Turn a Loss into a 200,000% Profit

By Matthew Milner, on Wednesday, May 17, 2017

Snapchat, the “hot” new social media company, is in freefall.

Since its March IPO (NYSE: SNAP), its stock has gotten crushed.

Investors who bought at $27 have already lost about one-third of their money.

But meanwhile, a different set of Snapchat investors hasn’t lost a dime.

In fact, these investors are sitting on a profit of 200,000%.

Today I’ll tell you how this “magic trick” is possible…

And then I’ll show you how to get in on it yourself. 

Snap Becomes a Sensation

Snapchat got off to a great start.

After developing a mobile camera app that lets people communicate through short videos or images, it became a hit...

Users loved how their pictures and videos were available for just a brief time before disappearing.

In 2012, shortly after Snapchat’s launch, 20 million images were being shared each day…

But by 2016, that number had increased to 10 billion per day.

Snapchat had become a genuine sensation…

And that set the stage for its March 2017 IPO.


Riding a wave of popularity — and taking advantage of a stock market that was (and still is) starving for a hot deal — SNAP went public on the NYSE.

And it delivered:

It raised $3.4 billion, and initially, its stocked performed very well.

But last week, the story started to crumble…

That’s when SNAP released its first quarterly earnings report as public company — and what investors learned was scary:

In just one quarter, it had lost $2.2 billion on $150 million in revenues... user growth had stalled… and Facebook had “copied” all of Snap’s most popular features.

Stock market investors panicked:

In after-hours trading, SNAP shares immediately tanked 23%.

But Meanwhile…

But now I want to tell you about a different group of Snapchat investors.

These investors owned regular Snapchat shares, but they haven’t lost a dime.

In fact, while SNAP’s stock market investors were weeping into their E-Trade accounts, this other group was out buying Ferraris and vacation homes in Aspen.

You see, even after SNAP got clobbered in the stock market, these other investors were still sitting on profits of 200,000%.

That’s 2,000x their money…

Enough to turn a small $500 investment into $1 million…

Or a $5,000 investment into $10 million.

How is this possible? How is everyone else watching thousands, even millions, of dollars in profits evaporate…

But this one group of investors is still squarely in the black?

Simple. They got into Snapchat before its IPO...

They invested when it was still a tiny start-up, just getting off the ground.

And by getting in early, while it was still private, they locked in their shares at just $0.01. That’s just one penny!

So even if they sold their “clobbered” shares today, they’d still be up 200,000%. 

It’s Magic

It’s one thing to talk about hypothetical investment scenarios, or to read about them in some textbook…

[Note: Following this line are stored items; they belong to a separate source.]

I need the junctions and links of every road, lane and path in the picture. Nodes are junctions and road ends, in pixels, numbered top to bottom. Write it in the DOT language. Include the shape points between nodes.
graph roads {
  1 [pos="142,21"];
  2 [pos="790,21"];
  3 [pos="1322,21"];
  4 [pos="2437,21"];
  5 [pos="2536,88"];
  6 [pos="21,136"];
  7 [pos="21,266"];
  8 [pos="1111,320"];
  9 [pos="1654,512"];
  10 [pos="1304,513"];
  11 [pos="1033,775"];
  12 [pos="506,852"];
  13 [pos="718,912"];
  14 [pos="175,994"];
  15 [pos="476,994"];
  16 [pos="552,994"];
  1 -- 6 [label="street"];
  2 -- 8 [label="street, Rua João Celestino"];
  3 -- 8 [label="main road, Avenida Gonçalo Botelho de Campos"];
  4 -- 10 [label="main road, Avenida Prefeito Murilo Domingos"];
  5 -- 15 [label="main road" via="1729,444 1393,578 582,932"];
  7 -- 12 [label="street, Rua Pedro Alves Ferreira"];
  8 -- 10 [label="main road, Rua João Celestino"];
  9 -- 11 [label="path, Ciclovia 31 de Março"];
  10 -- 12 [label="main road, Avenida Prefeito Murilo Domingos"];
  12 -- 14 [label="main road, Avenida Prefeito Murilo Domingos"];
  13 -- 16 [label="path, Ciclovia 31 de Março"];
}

But it’s quite another to see real examples like Snap, where early-stage investors are making an absolute fortune — despite the ups and downs of the stock market.

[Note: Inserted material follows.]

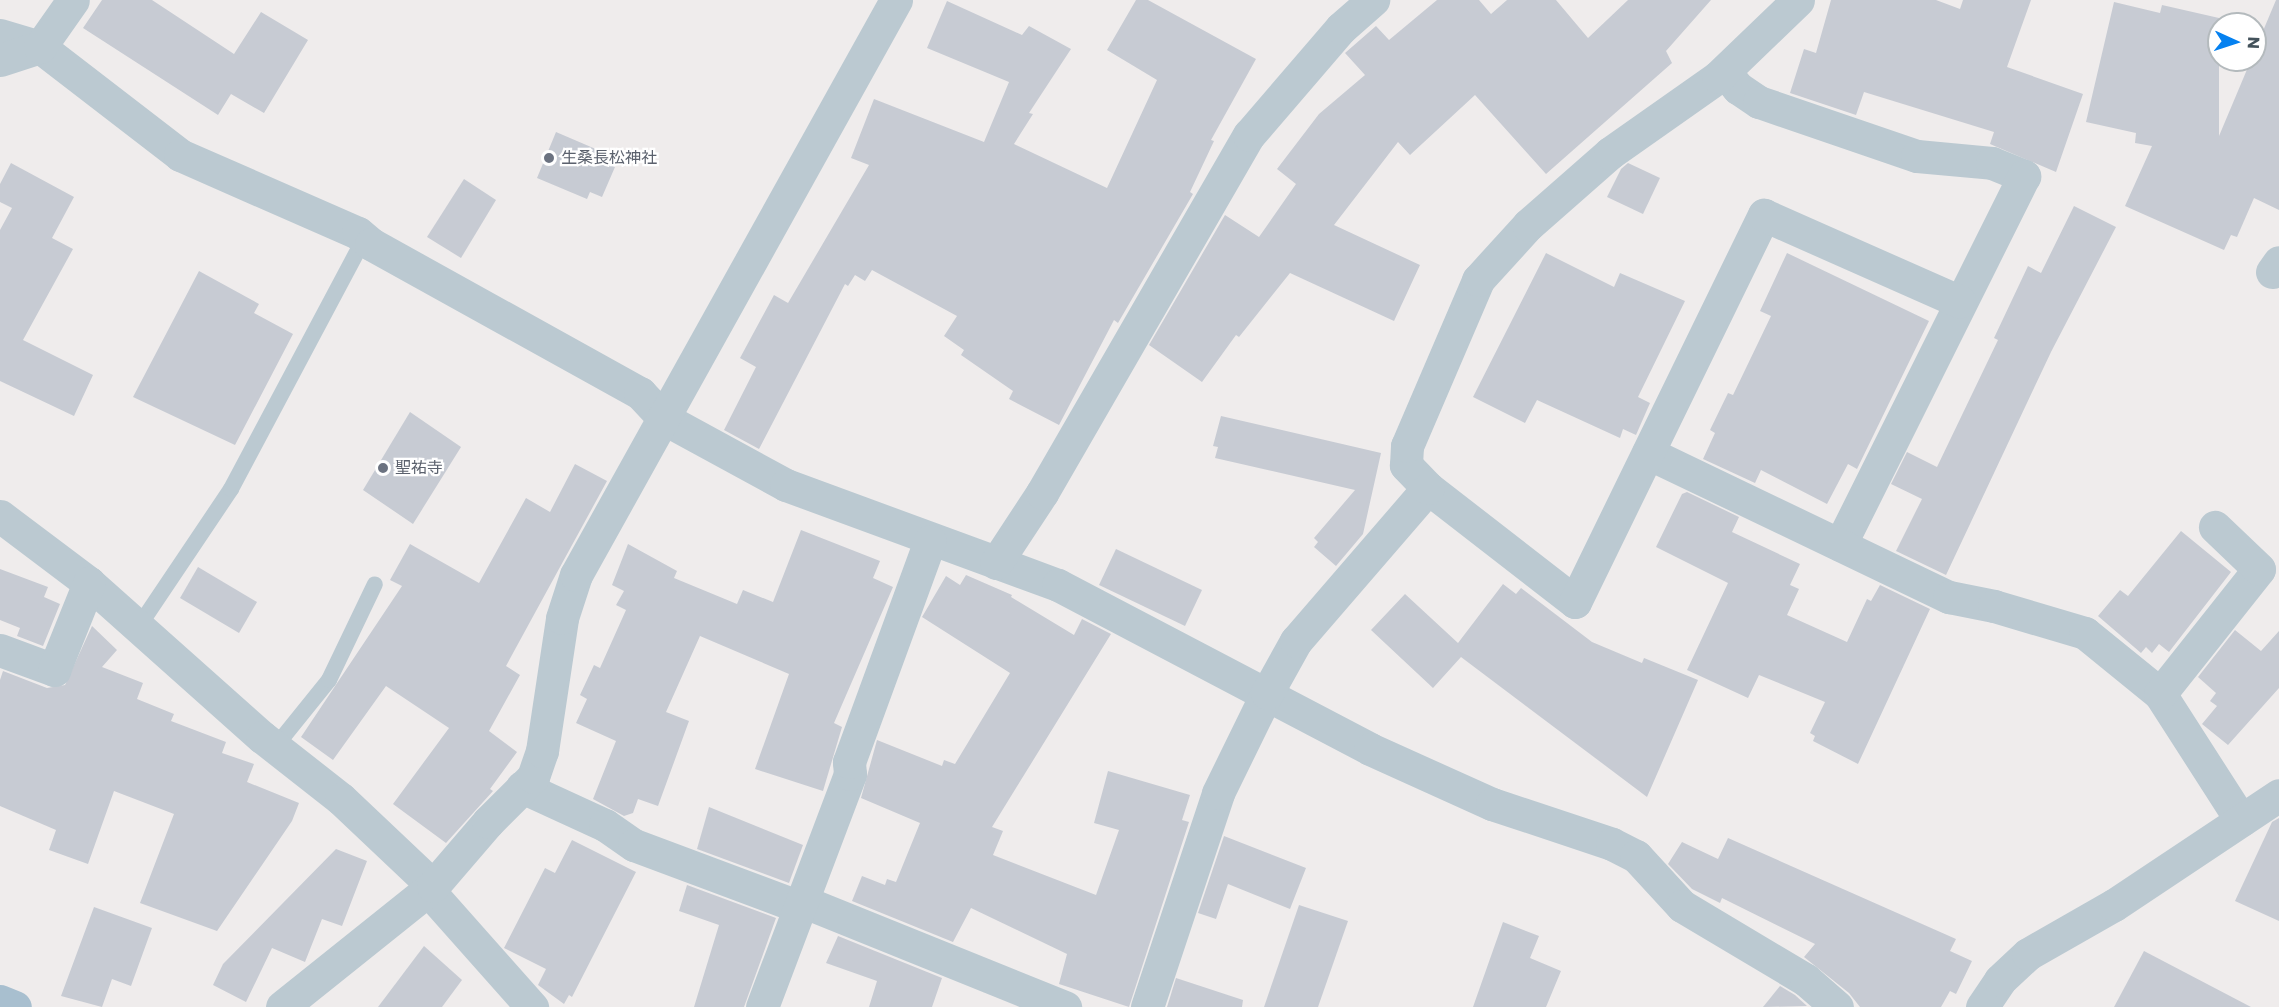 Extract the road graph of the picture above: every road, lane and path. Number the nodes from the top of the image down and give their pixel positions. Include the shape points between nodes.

This is something you really need to understand:

Early-stage private investors, ordinary investors just like you, are turning tiny investments into windfalls…

And it’s happening far more than you could imagine.

Our aim at Crowdability is to help you identify these early-stage companies while they’re still young and inexpensive…

And to help you build a portfolio of them so you have the best possible chance at maximizing your success.

Remember, by investing while a company is still private, you can protect yourself from the ups and downs of the stock market, and you can maximize your profits.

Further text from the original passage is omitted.